Clinical phase I data on Orion’s ODM-208 were presented at the American Society of Clinical Oncology Genitourinary Cancers Symposium (ASCO GU).
“ODM-208 is a first-in-class CYP11A1-inhibitor and we are excited that this novel approach works in some of the patients who have only a few effective treatment options available.

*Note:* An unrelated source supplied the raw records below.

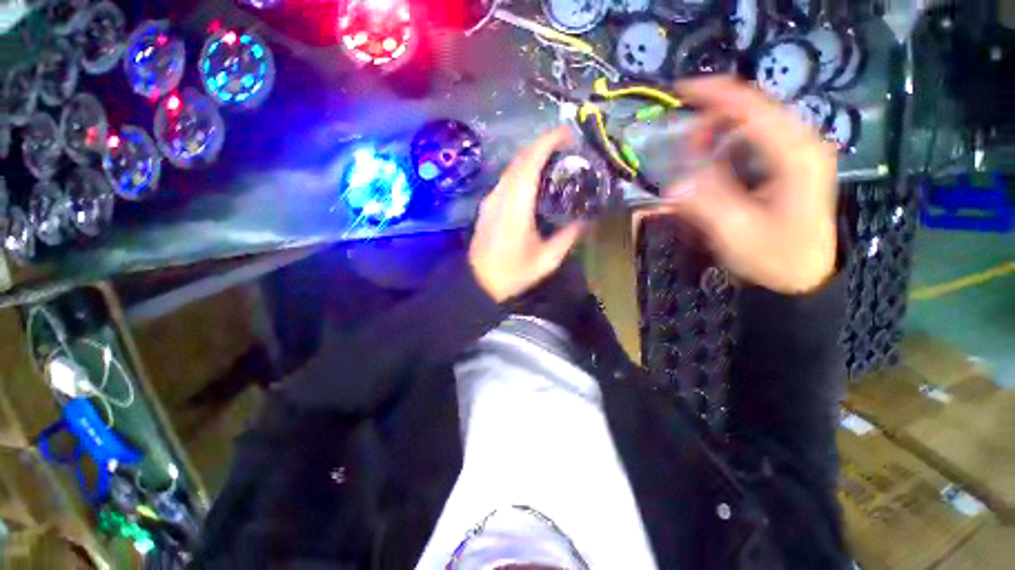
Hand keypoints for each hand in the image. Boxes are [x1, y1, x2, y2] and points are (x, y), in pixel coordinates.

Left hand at [469, 126, 586, 301]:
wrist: (478, 282)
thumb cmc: (512, 272)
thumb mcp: (546, 259)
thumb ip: (568, 237)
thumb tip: (585, 221)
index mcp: (516, 204)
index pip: (531, 161)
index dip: (548, 141)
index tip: (568, 133)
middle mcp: (501, 195)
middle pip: (520, 159)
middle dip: (542, 145)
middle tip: (566, 147)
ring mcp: (491, 199)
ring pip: (511, 168)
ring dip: (531, 158)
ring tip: (553, 160)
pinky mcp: (487, 206)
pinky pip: (505, 180)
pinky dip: (521, 172)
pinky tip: (533, 182)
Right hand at [658, 77, 838, 293]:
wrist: (804, 277)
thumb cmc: (773, 257)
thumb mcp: (735, 232)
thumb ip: (705, 202)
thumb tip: (674, 182)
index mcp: (794, 155)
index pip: (752, 107)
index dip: (715, 94)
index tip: (680, 91)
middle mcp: (802, 143)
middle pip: (753, 109)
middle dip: (712, 117)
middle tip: (681, 142)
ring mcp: (799, 151)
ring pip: (754, 122)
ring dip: (718, 131)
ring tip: (694, 154)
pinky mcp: (792, 162)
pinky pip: (755, 138)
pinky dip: (728, 143)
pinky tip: (713, 160)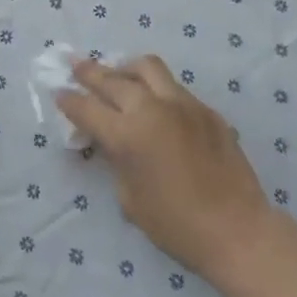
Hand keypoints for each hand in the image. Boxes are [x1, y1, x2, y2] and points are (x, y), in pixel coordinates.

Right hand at [55, 55, 271, 280]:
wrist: (237, 231)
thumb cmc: (176, 225)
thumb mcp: (129, 197)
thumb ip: (115, 160)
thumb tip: (110, 141)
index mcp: (127, 135)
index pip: (86, 108)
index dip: (68, 100)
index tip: (59, 92)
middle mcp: (151, 109)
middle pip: (111, 79)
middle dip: (88, 71)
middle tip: (75, 65)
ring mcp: (182, 104)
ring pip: (146, 67)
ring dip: (125, 68)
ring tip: (118, 74)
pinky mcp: (205, 109)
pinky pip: (174, 88)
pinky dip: (157, 89)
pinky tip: (156, 106)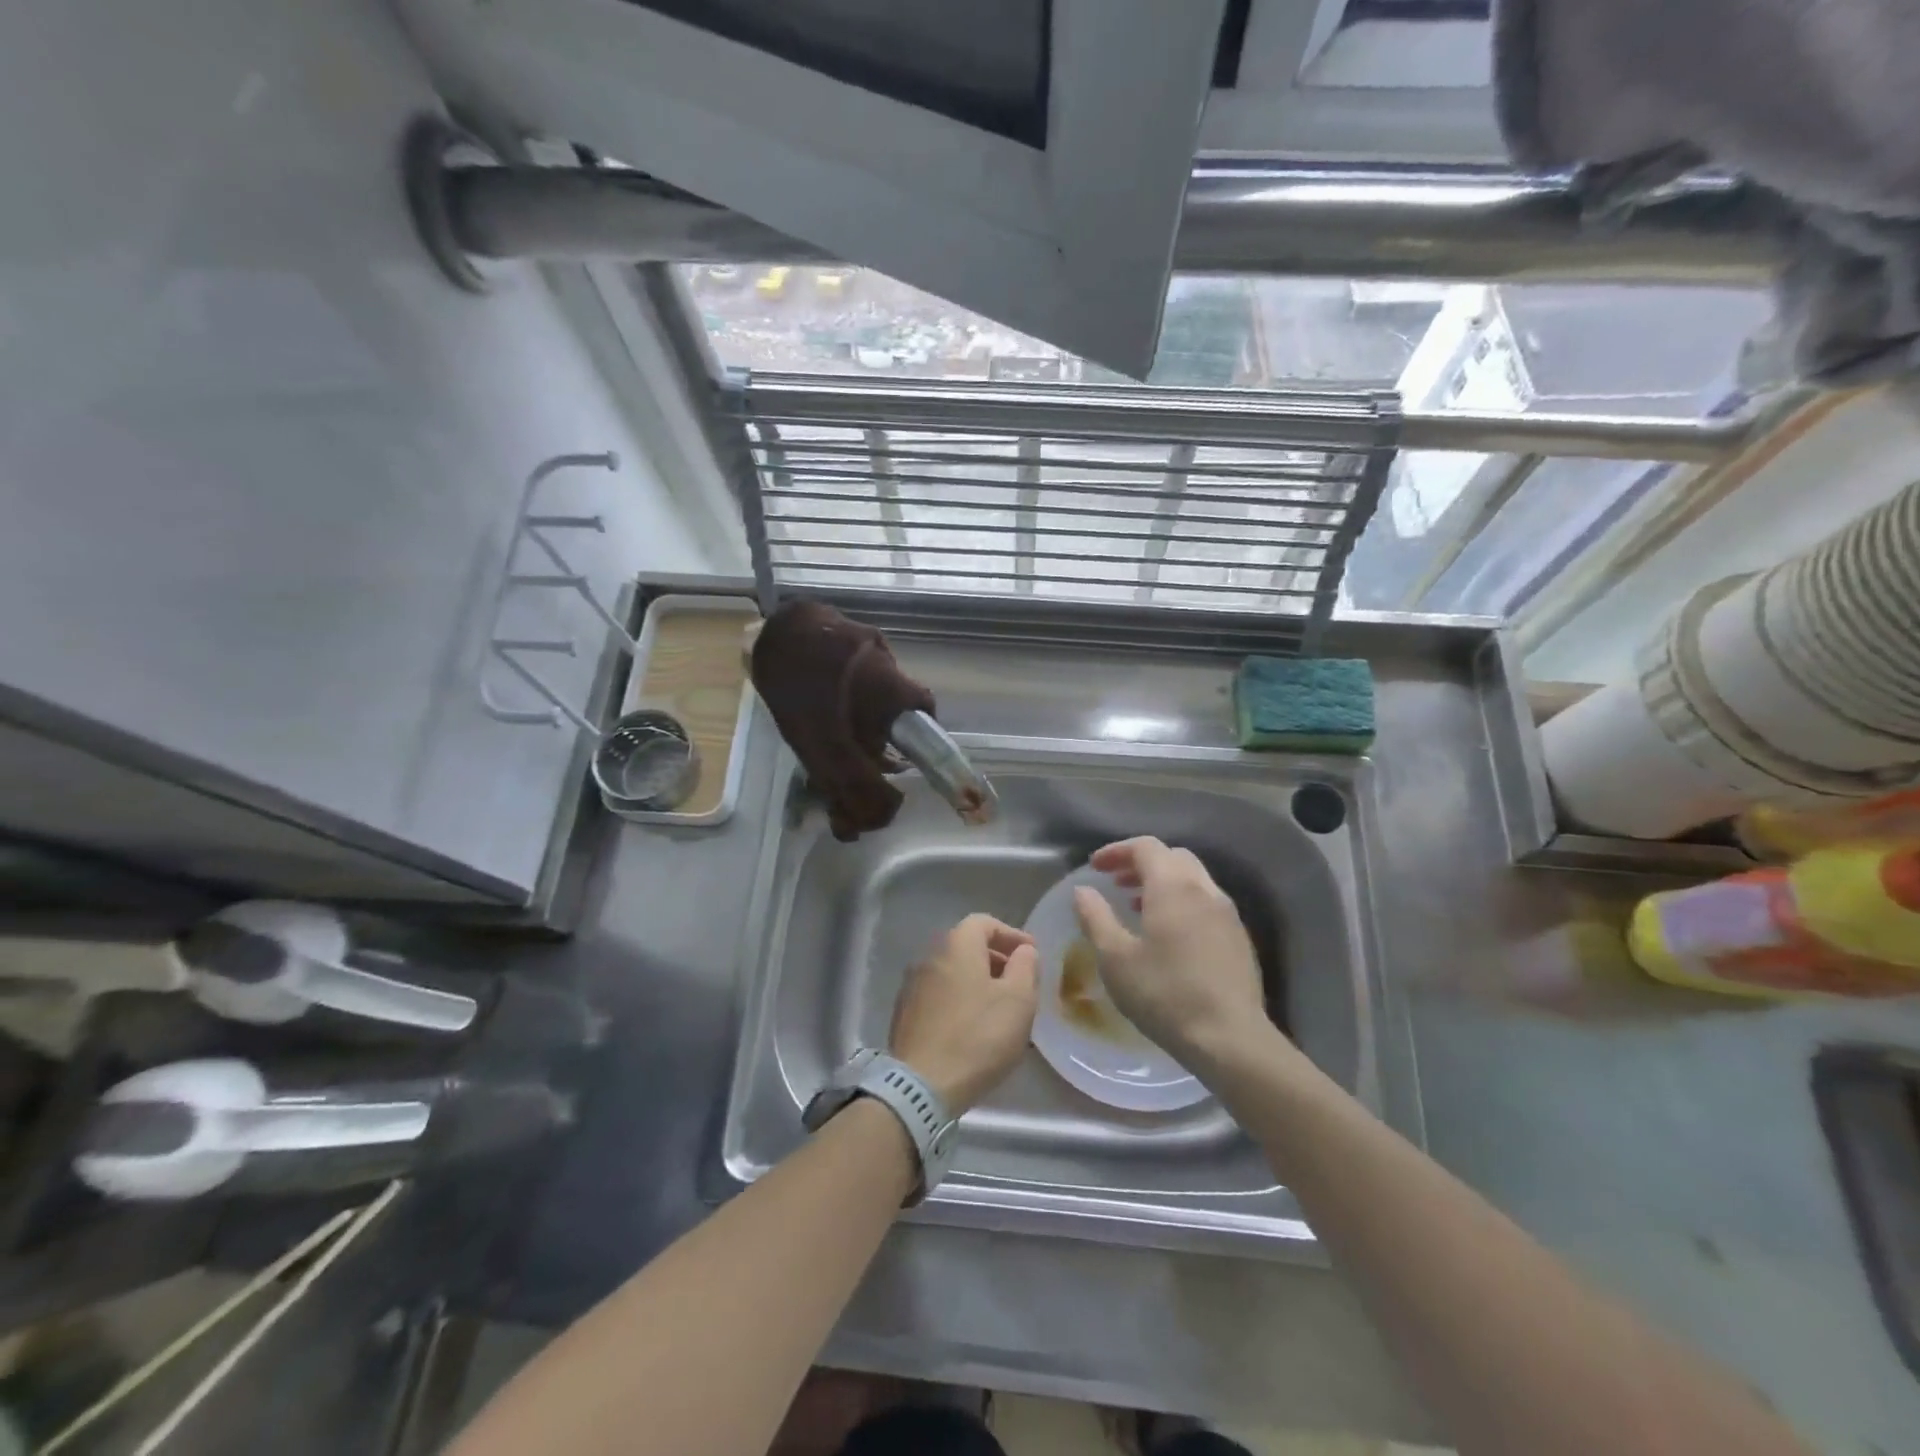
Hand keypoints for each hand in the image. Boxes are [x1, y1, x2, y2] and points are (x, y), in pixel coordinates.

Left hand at [889, 914, 1038, 1114]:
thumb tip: (1023, 950)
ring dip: (978, 982)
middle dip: (996, 959)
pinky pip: (940, 995)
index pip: (984, 922)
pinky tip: (975, 1028)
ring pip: (953, 972)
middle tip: (1020, 982)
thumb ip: (1025, 966)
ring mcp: (913, 986)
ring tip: (1000, 1008)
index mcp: (956, 945)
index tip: (1031, 955)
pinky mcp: (905, 1014)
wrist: (922, 1084)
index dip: (1011, 934)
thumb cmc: (978, 1036)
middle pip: (967, 946)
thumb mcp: (1018, 999)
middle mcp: (929, 956)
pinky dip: (961, 1000)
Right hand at [1071, 838, 1276, 1073]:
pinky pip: (1206, 902)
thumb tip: (1083, 891)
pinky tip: (1169, 934)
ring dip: (1163, 882)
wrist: (1230, 1039)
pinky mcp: (1239, 938)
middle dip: (1141, 863)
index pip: (1145, 847)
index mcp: (1173, 886)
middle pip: (1172, 857)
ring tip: (1137, 906)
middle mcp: (1204, 890)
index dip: (1116, 851)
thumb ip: (1095, 918)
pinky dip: (1182, 902)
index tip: (1094, 867)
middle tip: (1115, 883)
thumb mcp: (1115, 958)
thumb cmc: (1165, 994)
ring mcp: (1227, 913)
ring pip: (1193, 879)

The first results of CYPIDES are encouraging, and more studies are needed to confirm the potential of ODM-208 as a treatment option for men with advanced prostate cancer. In addition, we are focusing on the safety findings of the study as well as are looking into the optimization of the adrenal balance of the patients through appropriate replacement therapy,” says Taru Blom (MD, PhD), Vice President, Global Development and CMO, Orion R&D.
CYPIDES phase 1 data shows that ODM-208 (a first-in-class oral, non-steroidal and selective inhibitor of CYP11A1, the first and rate-limiting enzyme of steroid biosynthesis) effectively blocked the production of all steroid hormones in men with metastatic castration-resistant prostate cancer (mCRPC) and showed promising anti-tumor activity in men progressing despite extensive prior treatment with both novel hormonal therapies (NHT’s) and taxanes. Treatment responses to ODM-208 especially occurred in men with activating androgen receptor (AR) mutations.
ODM-208 is a complete blocker of steroid biosynthesis that suppresses the production of all steroid hormones and their precursors that may activate the androgen receptor (AR) signalling pathway. This is particularly relevant in patients with AR ligand binding domain (LBD) activating somatic point mutations, a mechanism of resistance to hormone-based therapies in metastatic castration-resistant prostate cancer (mCRPC). During treatment the patients receive hormone replacement therapy to ensure sufficient adrenal function.
In CYPIDES phase I, a total of 44 patients with median age of 70 years received ODM-208. Overall, 32% of the patients achieved a PSA (prostate specific antigen) decrease of ≥50%. Of patients with AR LBD mutation (17), 68% achieved a PSA decrease of ≥50%. Also, prolonged treatment responses were observed especially in patients with AR LBD mutation. Although tolerated by most patients, the main safety finding was adrenal insufficiency (AI). Overall, 14 (32%) patients experienced severe adrenal insufficiency despite the replacement therapy requiring further adrenal supplementation after which the ODM-208 treatment commonly continued. Non-adrenal adverse events were unremarkable.